Harbour Asset Management analyst and portfolio manager Shane Solly said "bond proxy" stocks, such as Mighty River Power and Meridian Energy, had become particularly expensive.

"Over the last year investors globally chased defensive stocks - including New Zealand gentailers - to improve their investment income yield as interest rates fell dramatically on global quantitative easing and lower inflation," Solly said.

That demand drove the share prices of Mighty River, Meridian and Genesis Energy to record levels in early 2015.

Investors need to be very careful to pick companies that they believe will give attractive returns.
Paul Glass

Solly said recent soft operating conditions had highlighted that NZX-listed electricity firms were not "riskless investments".

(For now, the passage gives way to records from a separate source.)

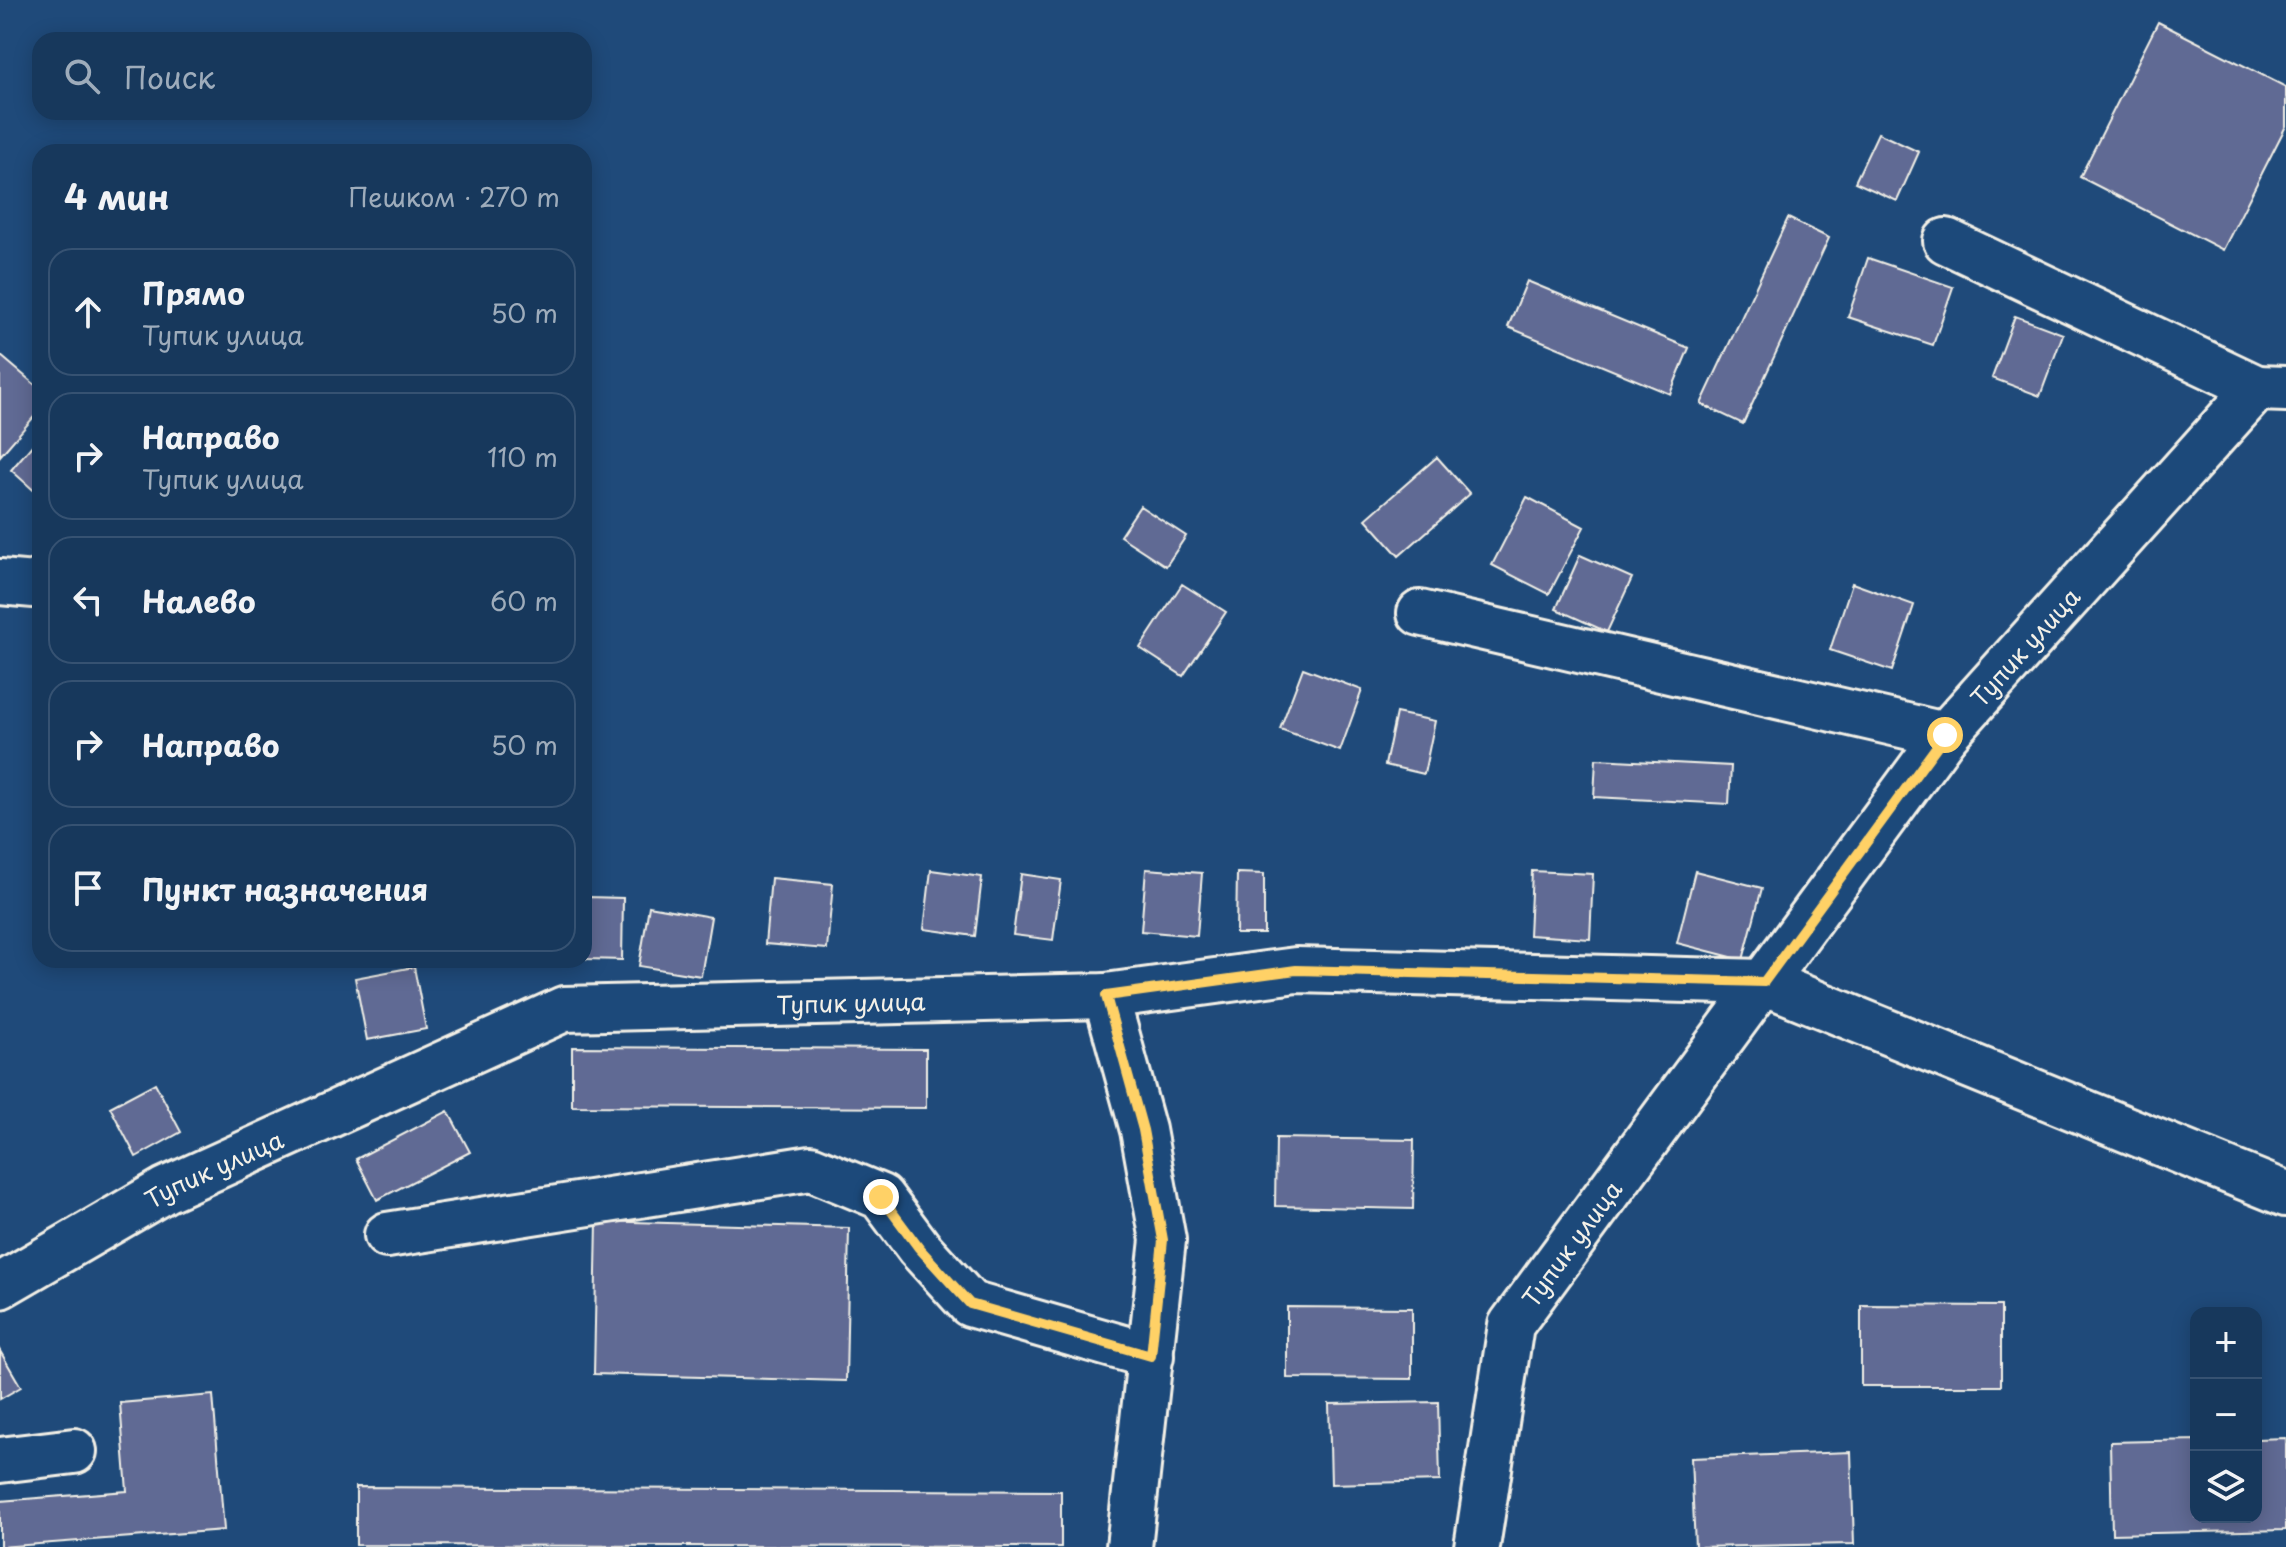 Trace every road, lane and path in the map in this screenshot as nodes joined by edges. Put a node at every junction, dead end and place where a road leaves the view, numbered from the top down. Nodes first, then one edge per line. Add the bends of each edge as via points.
1 (1946, 241) dead end
2 (2272, 388) edge
3 (0, 582) edge
4 (32, 585) edge
5 (1420, 613) dead end
6 (1945, 735) junction
7 (1764, 982) junction
8 (1106, 996) junction
9 (2286, 1194) edge
10 (387, 1235) dead end
11 (0, 1286) edge
12 (1151, 1356) junction
13 (74, 1451) dead end
14 (0, 1460) edge
15 (1129, 1547) edge
16 (1477, 1547) edge

1 - 2 street
2 - 6 street, Тупик улица
3 - 4 street
5 - 6 street
6 - 7 street, Тупик улица
7 - 8 street, Тупик улица via 1296,970
7 - 9 street, Тупик улица
7 - 16 street, Тупик улица via 1511,1325
8 - 11 street, Тупик улица via 564,1009 165,1190
8 - 12 street via 1143,1130 1163,1240
10 - 12 street via 811,1168 881,1197 970,1304
12 - 15 street
13 - 14 street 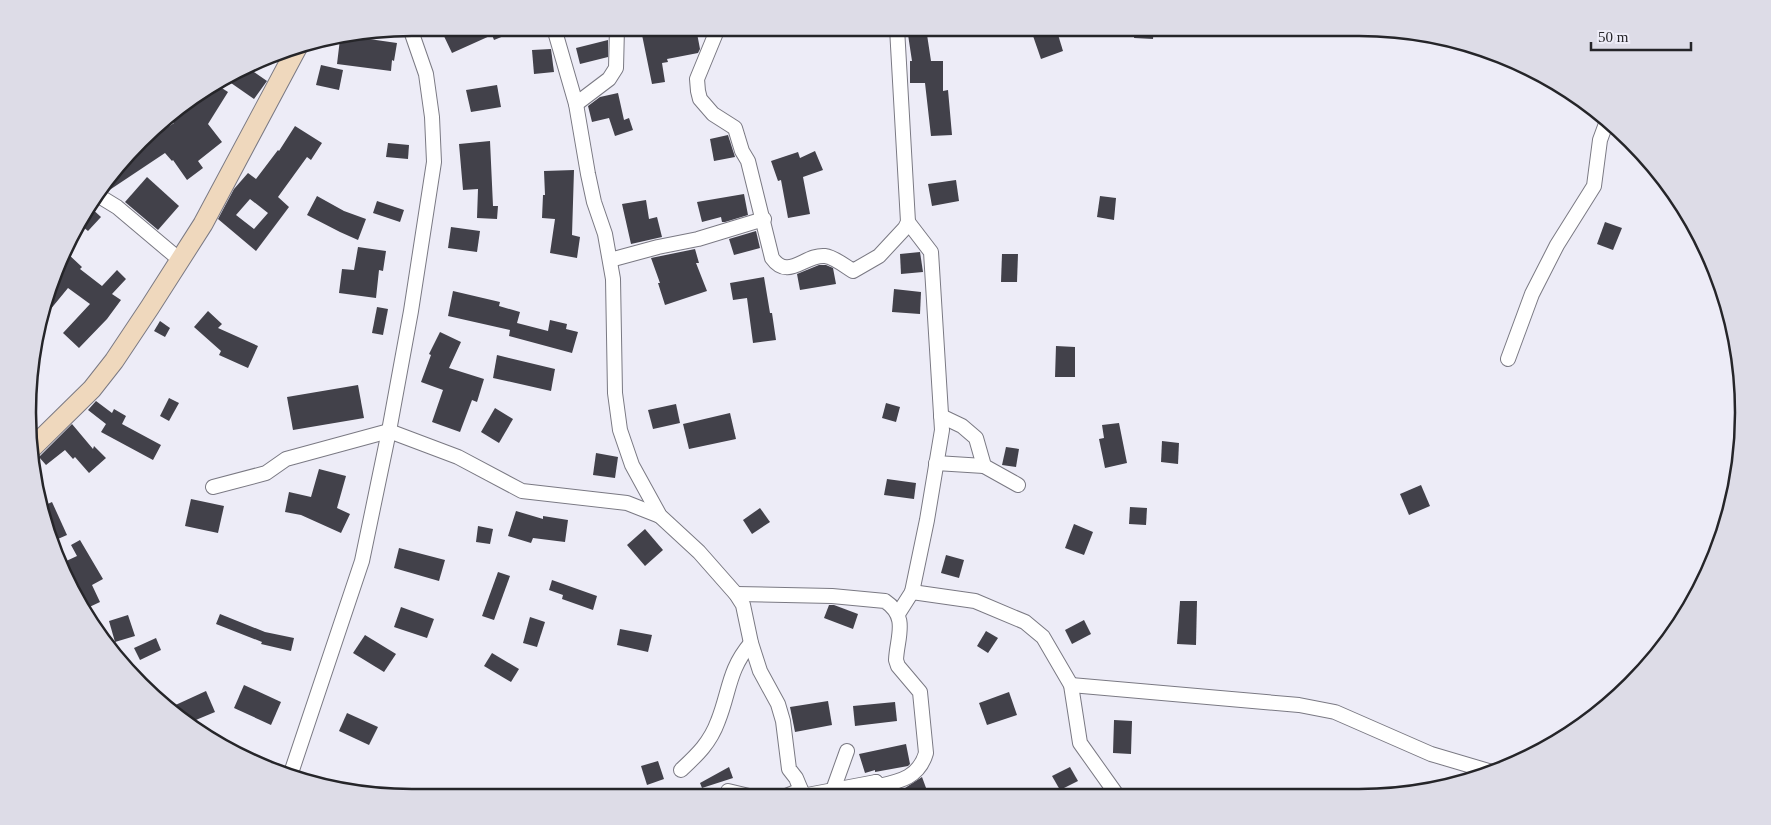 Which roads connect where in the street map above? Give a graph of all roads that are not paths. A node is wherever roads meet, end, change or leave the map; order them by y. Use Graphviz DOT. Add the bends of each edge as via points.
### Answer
graph roads {
  1 [pos="413,36"];
  2 [pos="556,36"];
  3 [pos="617,36"];
  4 [pos="715,36"];
  5 [pos="897,36"];
  6 [pos="293,56"];
  7 [pos="576,104"];
  8 [pos="1604,128"];
  9 [pos="103,199"];
  10 [pos="764,219"];
  11 [pos="908,222"];
  12 [pos="180,260"];
  13 [pos="610,260"];
  14 [pos="1508,358"];
  15 [pos="941,416"];
  16 [pos="389,431"];
  17 [pos="37,443"];
  18 [pos="936,463"];
  19 [pos="984,466"];
  20 [pos="1018,485"];
  21 [pos="212,487"];
  22 [pos="644,487"];
  23 [pos="627,503"];
  24 [pos="660,516"];
  25 [pos="912,592"];
  26 [pos="736,594"];
  27 [pos="898,614"];
  28 [pos="751,643"];
  29 [pos="1071,685"];
  30 [pos="847,751"];
  31 [pos="292,769"];
  32 [pos="1480,769"];
  33 [pos="680,770"];
  34 [pos="876,782"];
  35 [pos="800,789"];
  36 [pos="833,789"];
  37 [pos="846,789"];
  38 [pos="872,789"];
  39 [pos="1113,789"];
  1 -- 16 [label="street" via="426,74 434,162"];
  2 -- 7 [label="street"];
  3 -- 7 [label="street" via="616,68 609,79"];
  4 -- 10 [label="street" via="697,78 700,99 713,114 735,128"];
  5 -- 11 [label="street"];
  6 -- 12 [label="street" via="203,224"];
  7 -- 13 [label="street" via="590,184"];
  8 -- 14 [label="street" via="1594,186 1557,245 1532,294"];
  9 -- 12 [label="street"];
  10 -- 11 [label="street" via="776,264 783,268 800,265 810,257 826,256 853,270 879,256"];
  10 -- 13 [label="street"];
  11 -- 15 [label="street" via="931,252"];
  12 -- 17 [label="street" via="92,389"];
  13 -- 22 [label="street" via="615,393 620,430 632,465"];
  15 -- 18 [label="street"];
  15 -- 19 [label="street" via="962,426 976,438"];
  16 -- 21 [label="street" via="286,459 266,473"];
  16 -- 23 [label="street" via="458,457 522,491"];
  16 -- 31 [label="street" via="362,561"];
  18 -- 19 [label="street"];
  18 -- 25 [label="street"];
  19 -- 20 [label="street"];
  22 -- 23 [label="street"];
  22 -- 24 [label="street"];
  23 -- 24 [label="street"];
  24 -- 26 [label="street" via="699,552"];
  25 -- 27 [label="street"];
  25 -- 29 [label="street" via="975,601 1025,622 1043,637"];
  26 -- 27 [label="street" via="885,601"];
  26 -- 28 [label="street" via="743,606"];
  27 -- 34 [label="street" via="901,624 896,660 920,692 926,753 924,761 907,778 880,786"];
  28 -- 33 [label="street" via="740,657 718,722 703,750"];
  28 -- 35 [label="street" via="760,670 778,704 789,769"];
  29 -- 32 [label="street" via="1299,705 1335,712 1431,754"];
  29 -- 39 [label="street" via="1080,743"];
  30 -- 36 [label="street"];
  34 -- 37 [label="street"];
  34 -- 38 [label="street"];
}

"In combination with higher long term interest rates we continue to see the New Zealand gentailer sector as being over-priced," he said. "Overall, we think the best investment opportunities are in globally facing companies, with strong revenue growth, good balance sheets and an ability to improve dividends, engage in [share] buy backs and make good acquisitions."

Harrison said the poor performance of a number of recent sharemarket listings meant fund managers were becoming increasingly wary of initial public offerings, but appetite remained for quality, sensibly priced offers.

It has been relatively quiet on the IPO front this year, with only one small float - transport and logistics firm Fliway Group - having taken place.

The final price of the Fliway offer was set at $1.20 per share, the bottom of a $1.20 to $1.40 indicative range presented to fund managers and brokers.

Ward said the final pricing of that offer was "a recent example of how people are viewing these things".

"Investors are becoming more price conscious," he said. "They have to be priced right given the recent performance of some [IPOs] hasn't been that great."

Glass said the window remained "very much open" for good quality IPOs.

"There is still an enormous amount of demand for them," he said. "But the market is certainly going to be quite cautious when it comes to lower-quality or mispriced IPOs."

Glass said it was a little disappointing that only one IPO had taken place this year, given the market was trading at record highs and most fund managers were looking for new investment opportunities.

The 16 new listings of 2014 included 12 main board IPOs, which raised capital, and four compliance listings on the NZAX junior market that did not raise any cash.

Potential floats in the coming months include Carter Holt Harvey, currently owned by Graeme Hart's Rank Group, financial risk insurer CBL Insurance.